- PROMPT: In your copy, leave out all pictures and reproduce every entry exactly.

Data items
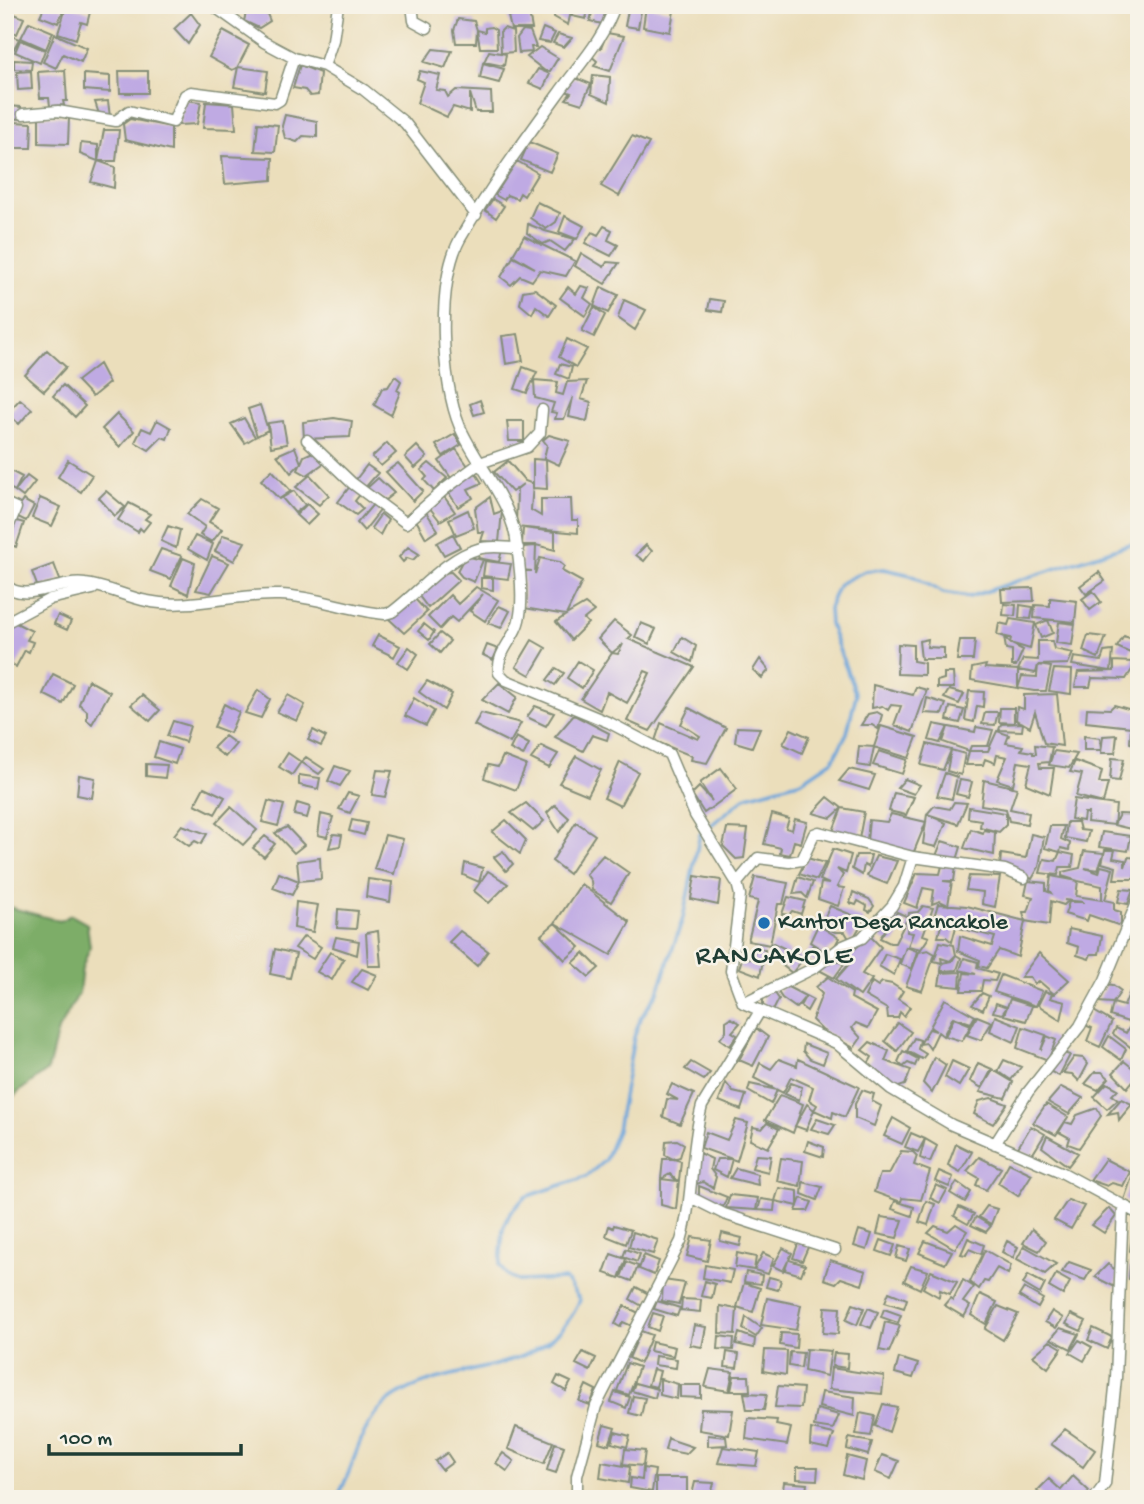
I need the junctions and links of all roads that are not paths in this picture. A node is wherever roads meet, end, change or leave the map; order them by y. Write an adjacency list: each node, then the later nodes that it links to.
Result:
1 (338, 5): 7 (street)
2 (412, 5): 5 (street)
3 (615, 5): 9 (street)
4 (218, 7): 6 (street)
5 (427, 28)
6 (294, 58): 7 (street); 8 (street)
7 (324, 66): 9 (street)
8 (23, 114)
9 (476, 215): 12 (street)
10 (542, 410): 12 (street)
11 (307, 440): 12 (street)
12 (480, 463): 15 (street)
13 (5, 503): 14 (street)
14 (5, 535)
15 (518, 548): 17 (street); 21 (street)
16 (5, 584): 17 (street)
17 (99, 587): 18 (street)
18 (5, 623)
19 (913, 857): 20 (street); 21 (street); 23 (street)
20 (1024, 878)
21 (737, 883): 23 (street)
22 (1139, 897): 25 (street)
23 (743, 1003): 24 (street)
24 (761, 1011): 25 (street); 26 (street)
25 (995, 1144): 27 (street)
26 (690, 1197): 29 (street); 30 (street)
27 (1123, 1206): 28 (street); 31 (street)
28 (1139, 1214)
29 (835, 1250)
30 (577, 1499)
31 (1094, 1499)

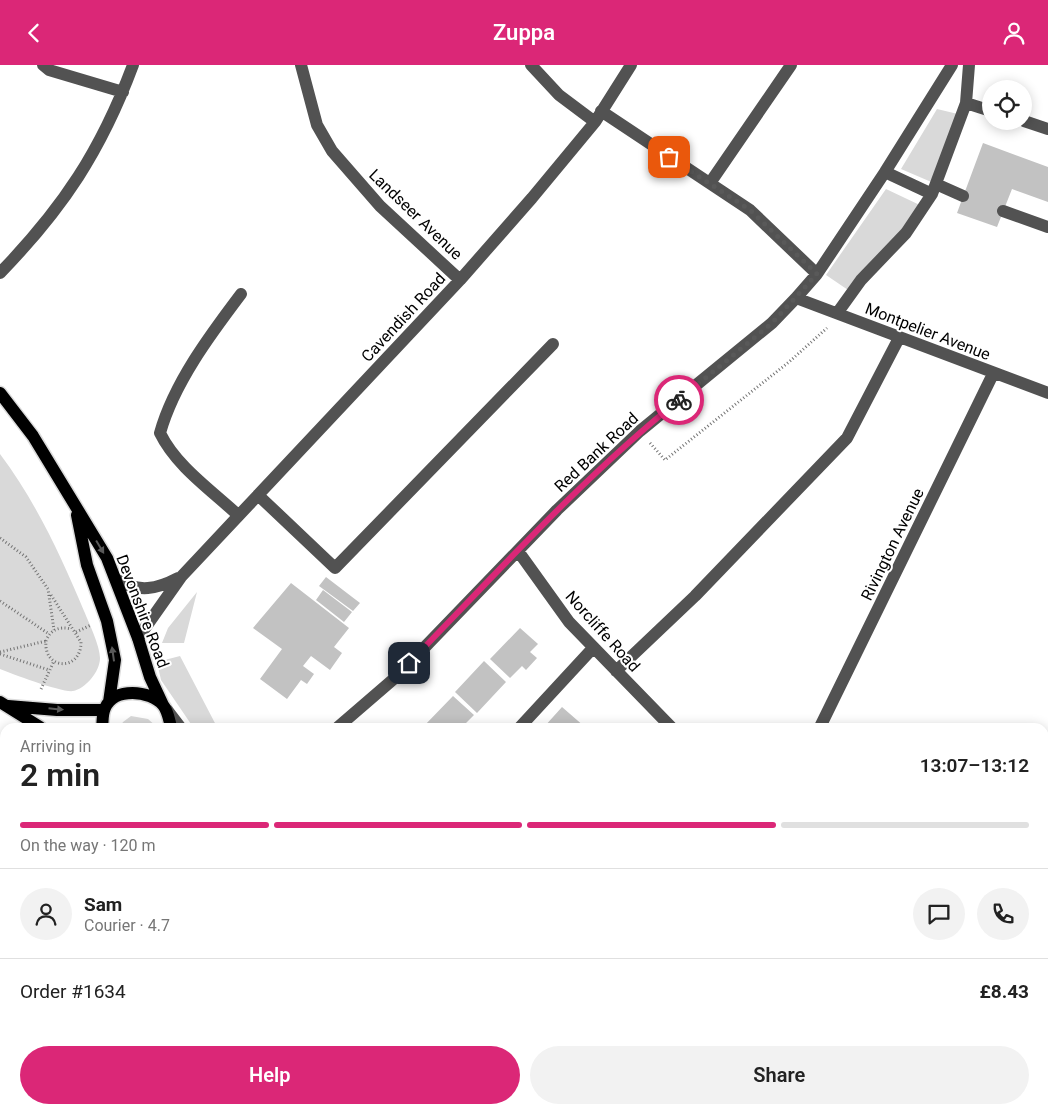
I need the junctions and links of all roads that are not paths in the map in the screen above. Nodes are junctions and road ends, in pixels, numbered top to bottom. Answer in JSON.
{"nodes":[{"id":1,"x":43,"y":65,"type":"edge"},
{"id":2,"x":133,"y":65,"type":"edge"},
{"id":3,"x":301,"y":65,"type":"edge"},
{"id":4,"x":531,"y":65,"type":"edge"},
{"id":5,"x":630,"y":65,"type":"edge"},
{"id":6,"x":791,"y":65,"type":"edge"},
{"id":7,"x":952,"y":65,"type":"edge"},
{"id":8,"x":969,"y":65,"type":"edge"},
{"id":9,"x":123,"y":92,"type":"junction"},
{"id":10,"x":966,"y":103,"type":"junction"},
{"id":11,"x":982,"y":108,"type":"edge"},
{"id":12,"x":598,"y":116,"type":"junction"},
{"id":13,"x":1032,"y":124,"type":"edge"},
{"id":14,"x":1048,"y":129,"type":"edge"},
{"id":15,"x":885,"y":172,"type":"junction"},
{"id":16,"x":710,"y":183,"type":"junction"},
{"id":17,"x":934,"y":189,"type":"junction"},
{"id":18,"x":963,"y":196,"type":"dead end"},
{"id":19,"x":1003,"y":211,"type":"dead end"},
{"id":20,"x":1048,"y":227,"type":"edge"},
{"id":21,"x":0,"y":273,"type":"edge"},
{"id":22,"x":817,"y":274,"type":"junction"},
{"id":23,"x":460,"y":279,"type":"junction"},
{"id":24,"x":241,"y":294,"type":"dead end"},
{"id":25,"x":796,"y":298,"type":"junction"},
{"id":26,"x":840,"y":313,"type":"junction"},
{"id":27,"x":899,"y":338,"type":"junction"},
{"id":28,"x":553,"y":344,"type":"dead end"},
{"id":29,"x":993,"y":374,"type":"junction"},
{"id":30,"x":0,"y":393,"type":"edge"},
{"id":31,"x":1048,"y":393,"type":"edge"},
{"id":32,"x":258,"y":495,"type":"junction"},
{"id":33,"x":75,"y":505,"type":"junction"},
{"id":34,"x":238,"y":515,"type":"junction"},
{"id":35,"x":518,"y":551,"type":"junction"},
{"id":36,"x":180,"y":577,"type":"junction"},
{"id":37,"x":117,"y":580,"type":"junction"},
{"id":38,"x":138,"y":638,"type":"junction"},
{"id":39,"x":593,"y":648,"type":"junction"},
{"id":40,"x":616,"y":671,"type":"junction"},
{"id":41,"x":4,"y":704,"type":"edge"},
{"id":42,"x":106,"y":706,"type":"junction"},
{"id":43,"x":165,"y":707,"type":"junction"},
{"id":44,"x":362,"y":708,"type":"junction"},
{"id":45,"x":34,"y":723,"type":"edge"},
{"id":46,"x":103,"y":723,"type":"edge"},
{"id":47,"x":170,"y":723,"type":"edge"},
{"id":48,"x":177,"y":723,"type":"edge"},
{"id":49,"x":343,"y":723,"type":"edge"},
{"id":50,"x":352,"y":723,"type":"edge"},
{"id":51,"x":524,"y":723,"type":"edge"},
{"id":52,"x":667,"y":723,"type":"edge"},
{"id":53,"x":822,"y":723,"type":"edge"}],
"edges":[{"from":1,"to":9,"type":"street"},
{"from":2,"to":9,"type":"street"},
{"from":3,"to":23,"type":"street","name":"Landseer Avenue"},
{"from":4,"to":12,"type":"street"},
{"from":5,"to":12,"type":"street","name":"Cavendish Road"},
{"from":6,"to":16,"type":"street"},
{"from":7,"to":15,"type":"street","name":"Red Bank Road"},
{"from":8,"to":10,"type":"street"},
{"from":9,"to":21,"type":"street"},
{"from":10,"to":11,"type":"street"},
{"from":10,"to":17,"type":"street"},
{"from":12,"to":16,"type":"street"},
{"from":12,"to":23,"type":"street","name":"Cavendish Road"},
{"from":13,"to":14,"type":"street"},
{"from":15,"to":17,"type":"street"},
{"from":15,"to":22,"type":"street","name":"Red Bank Road"},
{"from":16,"to":22,"type":"street"},
{"from":17,"to":18,"type":"street"},
{"from":17,"to":26,"type":"street"},
{"from":19,"to":20,"type":"street"},
{"from":22,"to":25,"type":"street","name":"Red Bank Road"},
{"from":23,"to":32,"type":"street","name":"Cavendish Road"},
{"from":24,"to":34,"type":"street"},
{"from":25,"to":26,"type":"street","name":"Montpelier Avenue"},
{"from":25,"to":35,"type":"street","name":"Red Bank Road"},
{"from":26,"to":27,"type":"street","name":"Montpelier Avenue"},
{"from":27,"to":29,"type":"street","name":"Montpelier Avenue"},
{"from":27,"to":40,"type":"street"},
{"from":28,"to":32,"type":"street"},
{"from":29,"to":31,"type":"street","name":"Montpelier Avenue"},
{"from":29,"to":53,"type":"street","name":"Rivington Avenue"},
{"from":30,"to":33,"type":"main road","name":"Devonshire Road"},
{"from":32,"to":34,"type":"street","name":"Cavendish Road"},
{"from":33,"to":37,"type":"main road","name":"Devonshire Road","one_way":true},
{"from":42,"to":33,"type":"main road","name":"Devonshire Road","one_way":true},
{"from":34,"to":36,"type":"street","name":"Cavendish Road"},
{"from":35,"to":39,"type":"street","name":"Norcliffe Road"},
{"from":35,"to":44,"type":"street","name":"Red Bank Road"},
{"from":36,"to":37,"type":"street","name":"Cavendish Road"},
{"from":36,"to":38,"type":"street","name":"Cavendish Road"},
{"from":37,"to":38,"type":"main road","name":"Devonshire Road"},
{"from":38,"to":43,"type":"main road","name":"Devonshire Road"},
{"from":39,"to":40,"type":"street","name":"Norcliffe Road"},
{"from":39,"to":51,"type":"street"},
{"from":40,"to":52,"type":"street","name":"Norcliffe Road"},
{"from":41,"to":42,"type":"main road","one_way":true},
{"from":41,"to":45,"type":"main road"},
{"from":42,"to":43,"type":"main road"},
{"from":42,"to":46,"type":"main road","name":"Devonshire Road"},
{"from":43,"to":47,"type":"main road","name":"Devonshire Road"},
{"from":43,"to":48,"type":"street"},
{"from":44,"to":49,"type":"street","name":"Red Bank Road"},
{"from":44,"to":50,"type":"street","name":"Red Bank Road"}]}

- EXERCISE RESPONSE:
I need the junctions and links of all roads that are not paths in this picture. A node is wherever roads meet, end, change or leave the map; order them by y. Write an adjacency list: each node, then the later nodes that it links to.
Result:
1 (338, 5): 7 (street)
2 (412, 5): 5 (street)
3 (615, 5): 9 (street)
4 (218, 7): 6 (street)
5 (427, 28)
6 (294, 58): 7 (street); 8 (street)
7 (324, 66): 9 (street)
8 (23, 114)
9 (476, 215): 12 (street)
10 (542, 410): 12 (street)
11 (307, 440): 12 (street)
12 (480, 463): 15 (street)
13 (5, 503): 14 (street)
14 (5, 535)
15 (518, 548): 17 (street); 21 (street)
16 (5, 584): 17 (street)
17 (99, 587): 18 (street)
18 (5, 623)
19 (913, 857): 20 (street); 21 (street); 23 (street)
20 (1024, 878)
21 (737, 883): 23 (street)
22 (1139, 897): 25 (street)
23 (743, 1003): 24 (street)
24 (761, 1011): 25 (street); 26 (street)
25 (995, 1144): 27 (street)
26 (690, 1197): 29 (street); 30 (street)
27 (1123, 1206): 28 (street); 31 (street)
28 (1139, 1214)
29 (835, 1250)
30 (577, 1499)
31 (1094, 1499)

I need the junctions and links of all roads that are not paths in the map in the screen above. Nodes are junctions and road ends, in pixels, numbered top to bottom. Answer in JSON.
{"nodes":[{"id":1,"x":43,"y":65,"type":"edge"},
{"id":2,"x":133,"y":65,"type":"edge"},
{"id":3,"x":301,"y":65,"type":"edge"},
{"id":4,"x":531,"y":65,"type":"edge"},
{"id":5,"x":630,"y":65,"type":"edge"},
{"id":6,"x":791,"y":65,"type":"edge"},
{"id":7,"x":952,"y":65,"type":"edge"},
{"id":8,"x":969,"y":65,"type":"edge"},
{"id":9,"x":123,"y":92,"type":"junction"},
{"id":10,"x":966,"y":103,"type":"junction"},
{"id":11,"x":982,"y":108,"type":"edge"},
{"id":12,"x":598,"y":116,"type":"junction"},
{"id":13,"x":1032,"y":124,"type":"edge"},
{"id":14,"x":1048,"y":129,"type":"edge"},
{"id":15,"x":885,"y":172,"type":"junction"},
{"id":16,"x":710,"y":183,"type":"junction"},
{"id":17,"x":934,"y":189,"type":"junction"},
{"id":18,"x":963,"y":196,"type":"dead end"},
{"id":19,"x":1003,"y":211,"type":"dead end"},
{"id":20,"x":1048,"y":227,"type":"edge"},
{"id":21,"x":0,"y":273,"type":"edge"},
{"id":22,"x":817,"y":274,"type":"junction"},
{"id":23,"x":460,"y":279,"type":"junction"},
{"id":24,"x":241,"y":294,"type":"dead end"},
{"id":25,"x":796,"y":298,"type":"junction"},
{"id":26,"x":840,"y":313,"type":"junction"},
{"id":27,"x":899,"y":338,"type":"junction"},
{"id":28,"x":553,"y":344,"type":"dead end"},
{"id":29,"x":993,"y":374,"type":"junction"},
{"id":30,"x":0,"y":393,"type":"edge"},
{"id":31,"x":1048,"y":393,"type":"edge"},
{"id":32,"x":258,"y":495,"type":"junction"},
{"id":33,"x":75,"y":505,"type":"junction"},
{"id":34,"x":238,"y":515,"type":"junction"},
{"id":35,"x":518,"y":551,"type":"junction"},
{"id":36,"x":180,"y":577,"type":"junction"},
{"id":37,"x":117,"y":580,"type":"junction"},
{"id":38,"x":138,"y":638,"type":"junction"},
{"id":39,"x":593,"y":648,"type":"junction"},
{"id":40,"x":616,"y":671,"type":"junction"},
{"id":41,"x":4,"y":704,"type":"edge"},
{"id":42,"x":106,"y":706,"type":"junction"},
{"id":43,"x":165,"y":707,"type":"junction"},
{"id":44,"x":362,"y":708,"type":"junction"},
{"id":45,"x":34,"y":723,"type":"edge"},
{"id":46,"x":103,"y":723,"type":"edge"},
{"id":47,"x":170,"y":723,"type":"edge"},
{"id":48,"x":177,"y":723,"type":"edge"},
{"id":49,"x":343,"y":723,"type":"edge"},
{"id":50,"x":352,"y":723,"type":"edge"},
{"id":51,"x":524,"y":723,"type":"edge"},
{"id":52,"x":667,"y":723,"type":"edge"},
{"id":53,"x":822,"y":723,"type":"edge"}],
"edges":[{"from":1,"to":9,"type":"street"},
{"from":2,"to":9,"type":"street"},
{"from":3,"to":23,"type":"street","name":"Landseer Avenue"},
{"from":4,"to":12,"type":"street"},
{"from":5,"to":12,"type":"street","name":"Cavendish Road"},
{"from":6,"to":16,"type":"street"},
{"from":7,"to":15,"type":"street","name":"Red Bank Road"},
{"from":8,"to":10,"type":"street"},
{"from":9,"to":21,"type":"street"},
{"from":10,"to":11,"type":"street"},
{"from":10,"to":17,"type":"street"},
{"from":12,"to":16,"type":"street"},
{"from":12,"to":23,"type":"street","name":"Cavendish Road"},
{"from":13,"to":14,"type":"street"},
{"from":15,"to":17,"type":"street"},
{"from":15,"to":22,"type":"street","name":"Red Bank Road"},
{"from":16,"to":22,"type":"street"},
{"from":17,"to":18,"type":"street"},
{"from":17,"to":26,"type":"street"},
{"from":19,"to":20,"type":"street"},
{"from":22,"to":25,"type":"street","name":"Red Bank Road"},
{"from":23,"to":32,"type":"street","name":"Cavendish Road"},
{"from":24,"to":34,"type":"street"},
{"from":25,"to":26,"type":"street","name":"Montpelier Avenue"},
{"from":25,"to":35,"type":"street","name":"Red Bank Road"},
{"from":26,"to":27,"type":"street","name":"Montpelier Avenue"},
{"from":27,"to":29,"type":"street","name":"Montpelier Avenue"},
{"from":27,"to":40,"type":"street"},
{"from":28,"to":32,"type":"street"},
{"from":29,"to":31,"type":"street","name":"Montpelier Avenue"},
{"from":29,"to":53,"type":"street","name":"Rivington Avenue"},
{"from":30,"to":33,"type":"main road","name":"Devonshire Road"},
{"from":32,"to":34,"type":"street","name":"Cavendish Road"},
{"from":33,"to":37,"type":"main road","name":"Devonshire Road","one_way":true},
{"from":42,"to":33,"type":"main road","name":"Devonshire Road","one_way":true},
{"from":34,"to":36,"type":"street","name":"Cavendish Road"},
{"from":35,"to":39,"type":"street","name":"Norcliffe Road"},
{"from":35,"to":44,"type":"street","name":"Red Bank Road"},
{"from":36,"to":37,"type":"street","name":"Cavendish Road"},
{"from":36,"to":38,"type":"street","name":"Cavendish Road"},
{"from":37,"to":38,"type":"main road","name":"Devonshire Road"},
{"from":38,"to":43,"type":"main road","name":"Devonshire Road"},
{"from":39,"to":40,"type":"street","name":"Norcliffe Road"},
{"from":39,"to":51,"type":"street"},
{"from":40,"to":52,"type":"street","name":"Norcliffe Road"},
{"from":41,"to":42,"type":"main road","one_way":true},
{"from":41,"to":45,"type":"main road"},
{"from":42,"to":43,"type":"main road"},
{"from":42,"to":46,"type":"main road","name":"Devonshire Road"},
{"from":43,"to":47,"type":"main road","name":"Devonshire Road"},
{"from":43,"to":48,"type":"street"},
{"from":44,"to":49,"type":"street","name":"Red Bank Road"},
{"from":44,"to":50,"type":"street","name":"Red Bank Road"}]}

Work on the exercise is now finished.